======== Listed records ========

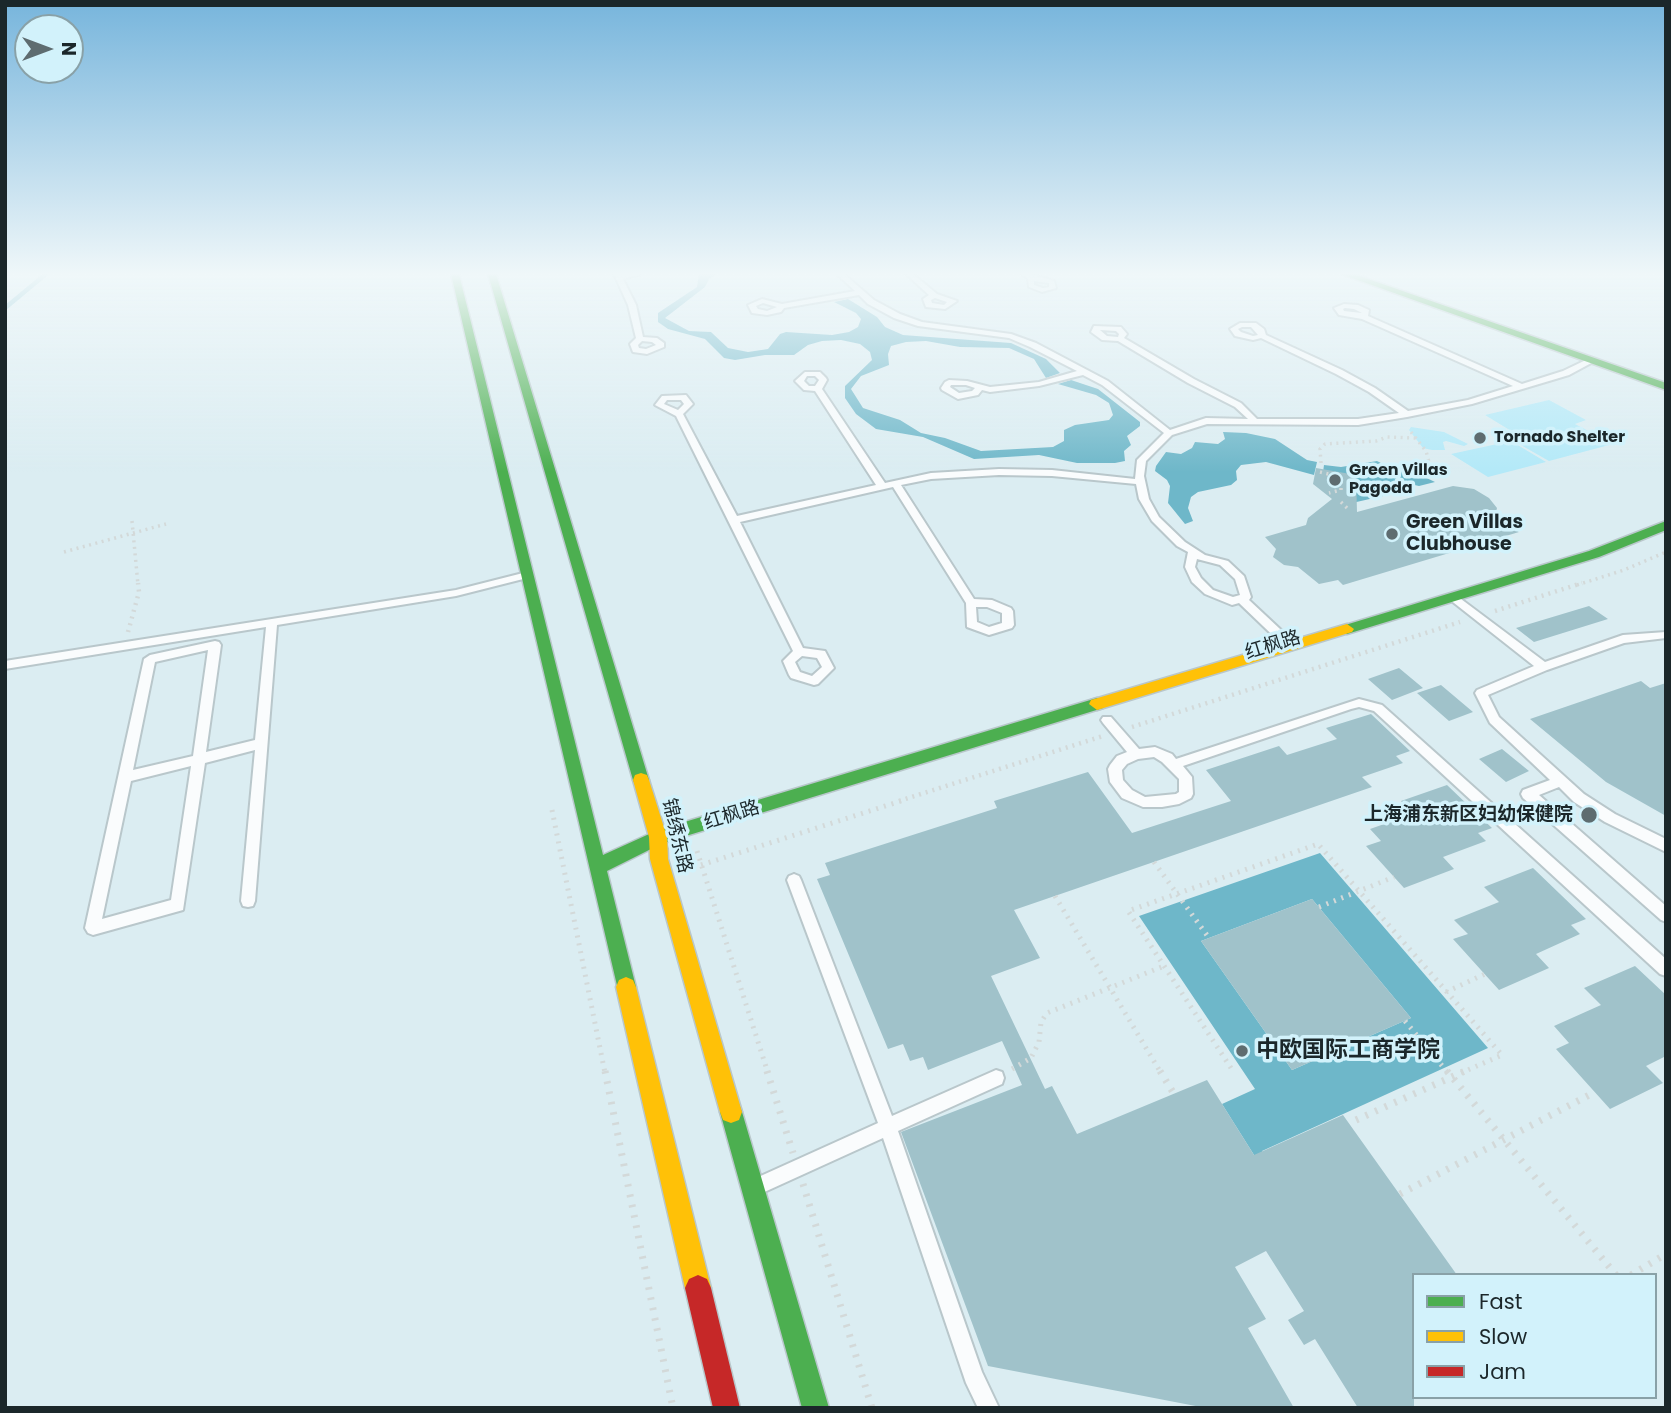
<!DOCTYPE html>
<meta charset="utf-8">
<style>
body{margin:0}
#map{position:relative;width:1671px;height:1413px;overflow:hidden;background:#dbedf2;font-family:Poppins,sans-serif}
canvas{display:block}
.frame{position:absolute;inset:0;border:7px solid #1b272a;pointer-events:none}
.legend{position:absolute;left:1412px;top:1273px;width:245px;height:126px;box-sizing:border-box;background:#d2f2fb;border:2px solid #89a1a7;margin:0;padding:9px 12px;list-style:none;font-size:21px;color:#1b272a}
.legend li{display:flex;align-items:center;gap:14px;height:35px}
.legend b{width:35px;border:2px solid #89a1a7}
.north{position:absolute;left:14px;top:14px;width:70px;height:70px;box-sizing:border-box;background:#d2f2fb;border:2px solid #89a1a7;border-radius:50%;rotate:90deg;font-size:19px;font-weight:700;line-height:28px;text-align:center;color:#1b272a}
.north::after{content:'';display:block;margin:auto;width:24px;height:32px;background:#5e6c70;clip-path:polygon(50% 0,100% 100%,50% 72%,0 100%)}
</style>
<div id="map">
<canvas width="1671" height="1413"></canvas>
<div class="frame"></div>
<ul class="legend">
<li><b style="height:9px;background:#4caf50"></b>Fast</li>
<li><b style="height:9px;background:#ffc107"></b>Slow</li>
<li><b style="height:9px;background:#c62828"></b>Jam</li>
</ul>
<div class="north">N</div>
</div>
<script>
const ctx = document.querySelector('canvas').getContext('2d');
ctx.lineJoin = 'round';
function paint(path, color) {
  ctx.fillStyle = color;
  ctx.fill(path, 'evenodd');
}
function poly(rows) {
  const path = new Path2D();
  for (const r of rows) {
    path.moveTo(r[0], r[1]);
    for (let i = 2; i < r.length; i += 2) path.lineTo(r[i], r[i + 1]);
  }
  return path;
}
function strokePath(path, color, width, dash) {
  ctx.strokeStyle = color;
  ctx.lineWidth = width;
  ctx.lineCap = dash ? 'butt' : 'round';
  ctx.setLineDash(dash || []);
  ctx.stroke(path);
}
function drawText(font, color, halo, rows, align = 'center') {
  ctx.font = font + ' Poppins,"Noto Sans SC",sans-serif';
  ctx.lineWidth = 7;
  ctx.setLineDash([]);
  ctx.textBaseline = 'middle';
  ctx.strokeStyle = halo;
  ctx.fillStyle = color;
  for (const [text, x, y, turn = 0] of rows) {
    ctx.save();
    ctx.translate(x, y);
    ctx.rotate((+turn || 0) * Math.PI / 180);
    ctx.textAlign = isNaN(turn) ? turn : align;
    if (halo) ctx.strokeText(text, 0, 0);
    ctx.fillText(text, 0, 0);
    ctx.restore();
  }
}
const green = poly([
 [1549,400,1586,420,1575,424,1613,444,1549,461,1512,440,1521,437,1485,415],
 [1411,427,1444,432,1468,444,1464,446,1446,441,1443,442,1445,450,1432,450,1423,448,1409,430],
 [1511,441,1546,462,1488,477,1451,454]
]);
const water = poly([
 [699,274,717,274,709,279,705,287,665,318,689,331,711,332,728,348,748,352,768,349,780,334,786,332,832,335,849,332,858,327,861,319,856,313,834,302,848,299,877,317,885,327,903,335,1011,343,1046,359,1060,373,1046,378,1034,359,1009,348,960,347,926,341,906,342,891,346,888,354,889,365,861,376,851,389,863,408,900,420,921,433,945,438,981,451,1053,447,1064,441,1064,430,1075,425,1109,420,1113,415,1109,403,1096,395,1058,384,1071,380,1098,389,1140,422,1140,426,1127,436,1131,445,1124,451,1125,461,1115,463,1077,463,1039,455,974,459,923,437,876,429,856,414,845,398,845,386,872,360,870,352,860,344,841,340,822,341,808,345,794,355,765,355,735,360,724,358,705,339,668,329,658,322,658,313,697,287],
 [1223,432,1246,433,1275,439,1307,460,1317,462,1314,475,1266,462,1241,465,1236,471,1237,480,1231,485,1198,492,1191,497,1188,508,1193,521,1185,524,1168,503,1170,486,1167,480,1155,471,1156,466,1166,452,1181,454,1192,448,1195,442,1218,444,1225,439],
 [1377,461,1387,466,1397,464,1435,482,1419,486,1410,484,1410,488,1401,486,1401,491,1394,489,1394,493,1385,491,1383,496,1352,503,1348,484,1356,486,1356,475,1323,472,1324,465,1341,467],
 [1320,853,1488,1048,1262,1151,1276,1190,1222,1104,1255,1089,1139,916],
 [1312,899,1411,1018,1292,1070,1201,941]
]);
const stream = poly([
 [5,308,46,274]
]);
const building = poly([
 [1316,468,1356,475,1357,512,1453,486,1474,489,1489,498,1497,508,1496,512,1507,520,1504,522,1519,532,1343,585,1338,580,1319,584,1298,567,1284,565,1273,557,1276,549,1265,537,1306,525,1308,518,1332,499,1313,484],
 [1589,606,1608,619,1534,642,1516,628],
 [1399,668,1423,688,1392,700,1368,679],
 [1641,681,1650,688,1666,683,1666,816,1606,782,1530,719],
 [1441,685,1473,712,1449,721,1417,693],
 [1371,714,1410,751,1396,756,1403,763,1362,777,1372,787,1014,910,1040,958,991,976,1045,1089,1052,1086,1077,1134,1207,1080,1254,1155,1343,1115,1457,1275,1414,1275,1414,1408,1358,1408,1315,1339,1304,1345,1288,1320,1304,1311,1266,1251,1235,1267,1266,1319,1248,1328,1294,1408,1206,1408,988,1366,901,1132,1022,1085,1002,1041,928,1070,923,1057,910,1061,903,1044,888,1049,817,879,830,875,825,863,997,808,994,801,1088,772,1132,833,1231,801,1206,770,1279,746,1287,755,1337,739,1326,728],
 [1502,749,1529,771,1506,782,1479,759],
 [1447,785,1492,828,1478,833,1486,841,1443,857,1454,869,1404,888,1366,846,1381,841,1370,829,1413,814,1401,801],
 [1533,868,1586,919,1571,925,1580,934,1536,954,1549,968,1499,990,1453,939,1468,934,1454,920,1499,902,1484,887],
 [1312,899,1411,1018,1292,1070,1201,941],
 [1635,966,1666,995,1666,1056,1646,1066,1663,1083,1610,1109,1556,1049,1569,1043,1554,1026,1601,1005,1584,988]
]);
const pathFar3 = poly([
 [1411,432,1426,451,1429,462,1418,470],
 [1321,463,1320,449,1325,444,1376,441,1387,437,1416,438],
 [1320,472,1341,477,1341,490,1329,493],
 [1341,502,1347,508],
 [132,521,138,585],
 [64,552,166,524],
 [1577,585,1624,570,1666,552]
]);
const pathFar2 = poly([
 [1495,611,1582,583],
 [128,632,139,592,138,583],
 [1132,727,1460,622],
 [899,801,1103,736]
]);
const pathFar1 = poly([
 [552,810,605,1073],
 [697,851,768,1073],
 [1154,862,1209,938],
 [701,865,904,800],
 [1055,896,1161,1073],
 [1319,907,1394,877],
 [1446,992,1485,974],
 [1405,1021,1448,1073],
 [1231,1068,1128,911,1318,844,1502,1055,1461,1073],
 [1012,1069,1031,1058,1039,1042,1041,1022,1047,1013,1164,966]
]);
const path = poly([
 [605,1071,673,1408],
 [767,1071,793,1153],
 [1160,1071,1174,1094],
 [1447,1071,1616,1275],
 [1356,1120,1465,1071],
 [803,1184,872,1408],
 [1400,1194,1595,1092],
 [1631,1275,1666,1254]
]);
const lane = poly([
 [614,274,640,274,623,279,636,305,643,337,657,338,664,343,664,347,647,354,633,352,630,344,636,338,628,305,614,274],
 [642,341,652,342,656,345,646,349,639,348,638,345,642,341],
 [837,274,844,274,874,300,900,314,922,322,1011,334,1036,343,1108,381,1170,430,1206,418,1248,419,1235,407,1188,383,1118,341,1102,340,1091,332,1094,326,1121,327,1127,334,1124,338,1194,379,1241,403,1257,419,1358,419,1399,413,1369,392,1336,374,1261,338,1253,340,1235,336,1230,329,1240,323,1256,323,1264,329,1266,335,1342,370,1375,388,1408,411,1468,400,1513,386,1362,319,1339,315,1334,308,1344,304,1358,305,1369,310,1368,316,1522,384,1563,371,1588,359,1595,361,1569,375,1472,404,1407,417,1358,425,1207,424,1172,435,1146,461,1144,476,1149,499,1159,517,1185,542,1205,555,1228,561,1244,576,1251,597,1249,600,1295,643,1297,646,1291,650,1287,649,1239,603,1232,605,1205,594,1192,582,1185,567,1188,552,1177,546,1152,521,1139,499,1136,484,1052,476,999,475,931,479,901,485,974,599,992,600,1011,608,1013,611,1014,625,1012,628,989,635,967,627,966,603,893,487,740,522,803,648,825,651,834,668,818,684,814,685,791,678,789,675,783,661,793,651,676,416,655,405,662,396,686,395,693,404,683,414,737,516,876,485,815,391,804,390,795,381,805,372,820,372,826,378,827,380,822,389,885,483,931,473,999,469,1052,470,1135,479,1137,460,1164,433,1102,385,1083,375,1039,386,990,392,982,390,978,395,958,399,942,390,941,388,945,382,949,380,967,381,990,387,1039,382,1077,371,1030,347,1009,338,918,326,894,318,868,304,859,295,784,308,781,312,767,315,752,313,748,305,762,299,782,304,855,291,837,274],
 [763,303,777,307,767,311,758,309,756,306,763,303],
 [1345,308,1354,309,1362,313,1344,311,1343,309,1345,308],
 [1242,327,1251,327,1258,335,1253,336,1241,332,1238,329,1242,327],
 [1100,330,1116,331,1119,334,1118,337,1107,336,1100,330],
 [807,376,815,376,819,380,815,386,809,386,804,381,807,376],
 [951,385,966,385,975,388,972,391,959,393,950,387,951,385],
 [667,400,681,400,684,404,678,410,664,404,667,400],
 [1197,559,1220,565,1235,579,1240,595,1233,597,1213,590,1201,578,1195,567,1197,559],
 [976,607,987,607,1002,613,1002,623,989,627,977,622,976,607],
 [802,656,817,658,822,667,812,676,800,672,795,662,802,656],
 [906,274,913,274,937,294,957,301,945,309,926,307,923,299,929,295,906,274],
 [935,298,947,302,944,305,932,303,931,300,935,298],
 [1022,274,1030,274,1054,281,1056,288,1042,292,1029,287,1028,279,1022,274],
 [1034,281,1049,283,1049,287,1043,288,1034,285,1034,281],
 [527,572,532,575,531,577,456,596,277,625,255,901,253,906,248,907,243,906,241,901,255,750,205,763,183,910,93,935,88,933,85,928,144,659,150,655,215,641,219,642,221,645,206,752,255,740,266,627,5,669,5,661,456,590,527,572],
 [208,650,193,756,133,770,155,662,208,650],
 [191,766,171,900,102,919,131,781,191,766],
 [1453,593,1545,662,1623,635,1666,632,1666,638,1624,643,1547,670,1488,695,1499,717,1584,794,1615,814,1666,839,1666,852,1605,822,1574,802,1559,787,1539,795,1666,906,1666,922,1661,920,1523,798,1521,794,1523,790,1550,780,1490,723,1475,693,1477,690,1534,666,1449,599,1448,597,1453,593],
 [1359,699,1382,705,1666,959,1666,976,1660,974,1374,711,1359,707,1351,709,1183,766,1192,777,1193,794,1191,798,1179,804,1162,807,1143,807,1122,798,1110,782,1108,769,1110,765,1117,756,1127,752,1103,723,1101,720,1103,717,1111,717,1139,749,1155,747,1172,754,1176,759,1359,699],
 [1154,757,1162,762,1179,779,1179,792,1176,794,1145,797,1132,790,1123,780,1122,770,1127,764,1138,759,1154,757],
 [794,874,799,876,801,880,892,1116,996,1070,1002,1072,1004,1078,1002,1084,898,1131,982,1372,999,1408,978,1408,966,1383,883,1138,760,1194,754,1191,751,1185,754,1179,878,1123,787,880,789,876,794,874]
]);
const fast = poly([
 [451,274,459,274,603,855,658,830,1097,698,1103,700,1105,704,1103,708,663,843,607,871,636,987,633,994,626,997,619,994,451,274],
 [488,274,496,274,649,780,647,785,641,787,635,785,633,780,488,274],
 [1341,274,1354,274,1666,383,1666,390,1341,274],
 [1666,521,1666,530,1599,557,1347,634,1340,629,1342,626,1589,551,1666,521],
 [731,1101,739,1104,742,1112,829,1408,802,1408,720,1112,723,1104,731,1101]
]);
const slow = poly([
 [1347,624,1354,629,1352,632,1097,710,1089,704,1091,700,1347,624],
 [641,773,647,775,649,780,667,837,668,859,742,1112,739,1120,731,1123,723,1120,720,1112,650,859,649,837,633,780,635,775,641,773],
 [626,977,633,980,636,987,711,1288,707,1297,698,1301,689,1297,685,1288,616,987,619,980,626,977]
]);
const jam = poly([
 [698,1275,707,1279,711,1288,740,1408,713,1408,685,1288,689,1279,698,1275]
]);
const markers = [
 [1480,438,7,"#5e6c70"],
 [1335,480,7,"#5e6c70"],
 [1392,534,7,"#5e6c70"],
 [1589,815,9,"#5e6c70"],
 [1242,1051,7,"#5e6c70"]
];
const farPoinames = [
 ["Tornado Shelter",1494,438],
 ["Green Villas",1349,471],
 ["Pagoda",1349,489]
];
const poiNames = [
 ["Green Villas",1406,523],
 ["Clubhouse",1406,545],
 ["上海浦东新区妇幼保健院",1573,815,"right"]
];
const streetNames = [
 ["红枫路",1273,646,-17],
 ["红枫路",732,816,-17],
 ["锦绣东路",676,836,77]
];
const nearPoinames = [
 ["中欧国际工商学院",1256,1051]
];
paint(green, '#b3e9f8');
paint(water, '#6eb7c9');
strokePath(stream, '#6eb7c9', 4.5);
paint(building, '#a0c2ca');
strokePath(lane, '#b9c7cb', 4);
strokePath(fast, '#b9c7cb', 3);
strokePath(slow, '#b9c7cb', 3);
strokePath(jam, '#b9c7cb', 3);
strokePath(pathFar3, '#d3d9d9', 3.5, [2, 4.5]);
strokePath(pathFar2, '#d3d9d9', 4.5, [2, 5]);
strokePath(pathFar1, '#d3d9d9', 5, [2, 6]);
strokePath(path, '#d3d9d9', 7, [2.5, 8]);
paint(lane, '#fafcfd');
paint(fast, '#4caf50');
paint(slow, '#ffc107');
paint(jam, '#c62828');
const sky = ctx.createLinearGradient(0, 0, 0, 472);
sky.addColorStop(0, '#77b5dc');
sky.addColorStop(0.58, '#eff7f9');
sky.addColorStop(1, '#eff7f900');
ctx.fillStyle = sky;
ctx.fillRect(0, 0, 1671, 472);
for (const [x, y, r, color] of markers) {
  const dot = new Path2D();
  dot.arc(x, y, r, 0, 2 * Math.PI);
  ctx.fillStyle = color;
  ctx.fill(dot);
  strokePath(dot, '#d2f2fb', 2.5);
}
drawText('bold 16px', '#1b272a', '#d2f2fb', farPoinames, 'left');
drawText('bold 19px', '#1b272a', '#d2f2fb', poiNames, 'left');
drawText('19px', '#1b272a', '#d2f2fb', streetNames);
drawText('bold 23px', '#1b272a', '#d2f2fb', nearPoinames, 'left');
</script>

========

> Your objective
Which lines run from the one holding "ctx.stroke(path);" through the one holding "[1511,441,1546,462,1488,477,1451,454]" in the records above? Repeat them exactly, both included, and nothing more.

> Answer area
  ctx.stroke(path);
}
function drawText(font, color, halo, rows, align = 'center') {
  ctx.font = font + ' Poppins,"Noto Sans SC",sans-serif';
  ctx.lineWidth = 7;
  ctx.setLineDash([]);
  ctx.textBaseline = 'middle';
  ctx.strokeStyle = halo;
  ctx.fillStyle = color;
  for (const [text, x, y, turn = 0] of rows) {
    ctx.save();
    ctx.translate(x, y);
    ctx.rotate((+turn || 0) * Math.PI / 180);
    ctx.textAlign = isNaN(turn) ? turn : align;
    if (halo) ctx.strokeText(text, 0, 0);
    ctx.fillText(text, 0, 0);
    ctx.restore();
  }
}
const green = poly([
 [1549,400,1586,420,1575,424,1613,444,1549,461,1512,440,1521,437,1485,415],
 [1411,427,1444,432,1468,444,1464,446,1446,441,1443,442,1445,450,1432,450,1423,448,1409,430],
 [1511,441,1546,462,1488,477,1451,454]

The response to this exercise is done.